To address this, DaCe 0.15 introduced a new and experimental concept of nested ControlFlowRegions. Here, the idea is that groups of nodes and edges in a control flow graph can be bundled together into a region, which can be nested into a different control flow graph where it is expressed as a single node. The main goal of this is to simplify control flow graph analysis passes.

In DaCe 0.15.1, this concept was extended to a special type of ControlFlowRegion, a LoopRegion, which is a control flow region with additional semantics that allow it to represent a control flow loop with a single element. These loop regions are documented here, and an example use case expressing a naive 2D matrix-matrix multiplication with 3 nested for-loops can be seen below:

Using Experimental Control Flow Regions in Python / Fortran

From DaCe > 0.16.1 onwards, these loop regions can be automatically generated from the Python and Fortran frontends when a program is annotated with a special use_experimental_cfg_blocks flag. An example can be seen below:

import dace
import numpy

N = dace.symbol('N')

@dace.program(use_experimental_cfg_blocks=True):
def mat_mult(A: dace.float64[N, N], B: dace.float64[N, N]):
    return A @ B

# OR:
mat_mult.use_experimental_cfg_blocks = True
sdfg = mat_mult.to_sdfg()

If this flag is set to false or lacking entirely, control flow regions are inlined in the frontend and the generated SDFG contains a single-level, traditional state machine, which is a graph with the only node type being SDFGStates.

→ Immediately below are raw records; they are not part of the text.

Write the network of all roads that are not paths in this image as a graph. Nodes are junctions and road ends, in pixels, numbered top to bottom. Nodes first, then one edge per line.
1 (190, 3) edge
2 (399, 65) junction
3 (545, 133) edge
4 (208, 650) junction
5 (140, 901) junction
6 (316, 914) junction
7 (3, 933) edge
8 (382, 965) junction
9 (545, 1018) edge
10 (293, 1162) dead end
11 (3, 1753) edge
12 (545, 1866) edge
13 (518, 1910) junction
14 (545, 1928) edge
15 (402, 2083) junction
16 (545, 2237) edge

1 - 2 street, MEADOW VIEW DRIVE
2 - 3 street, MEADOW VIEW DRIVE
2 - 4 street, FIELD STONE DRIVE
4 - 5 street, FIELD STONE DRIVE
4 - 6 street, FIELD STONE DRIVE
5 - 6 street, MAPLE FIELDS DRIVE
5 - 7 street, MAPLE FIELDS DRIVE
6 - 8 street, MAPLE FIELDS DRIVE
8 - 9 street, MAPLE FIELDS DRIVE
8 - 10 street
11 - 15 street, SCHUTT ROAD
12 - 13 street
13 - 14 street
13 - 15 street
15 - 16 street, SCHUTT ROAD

If the flag is set, the generated SDFG represents a graph where edges are InterstateEdges, as usual, but nodes are of a general type ControlFlowBlock. Each ControlFlowBlock can be an SDFGState, which represents a basic block in the dataflow context, a special control flow instruction such as a ContinueBlock, BreakBlock, or ReturnBlock, or can itself represent an entire other ControlFlowRegion, as is the case with a LoopRegion.

Pass / Transformation Compatibility

This of course represents a significant change in the structure of an SDFG, and many passes and transformations need to adapt a different way of handling an SDFG as a result of this.

To help with backwards compatibility, our pattern matching infrastructure and most pipelines (such as SDFG.simplify()) by default assume a pass or transformation is incompatible with this new, hierarchical control flow representation, and will not apply it or check applicability with its can_be_applied method, in the case of transformations. Instead, a warning is generated, indicating that compatibility is not given and the pass or transformation was thus skipped. SDFGs are similarly annotated with a property using_experimental_blocks if they contain such hierarchical control flow. If this hierarchical control flow is first inlined, using_experimental_blocks can be set to False and incompatible transformations may be applied.

Compatible Passes and Transformations

To indicate to our infrastructure that a pass or transformation has been adapted, the @dace.transformation.experimental_cfg_block_compatible decorator can be placed on top of a pass or transformation. If annotated with this decorator, pattern matching and pipelines recognize compatibility and will apply transformations and passes accordingly.

Incompatible Passes and Transformations

To ensure further robustness, known incompatible transformations can be decorated with the @dace.transformation.transformation.single_level_sdfg_only decorator, which wraps all of their external API methods in safety checks that only apply these methods if an SDFG without experimental CFG blocks is given and prints warnings otherwise.

Note that this decorator is optional to provide added safety. In most cases, the absence of any decorator and thus inaction will not cause issues even when using experimental Control Flow Blocks.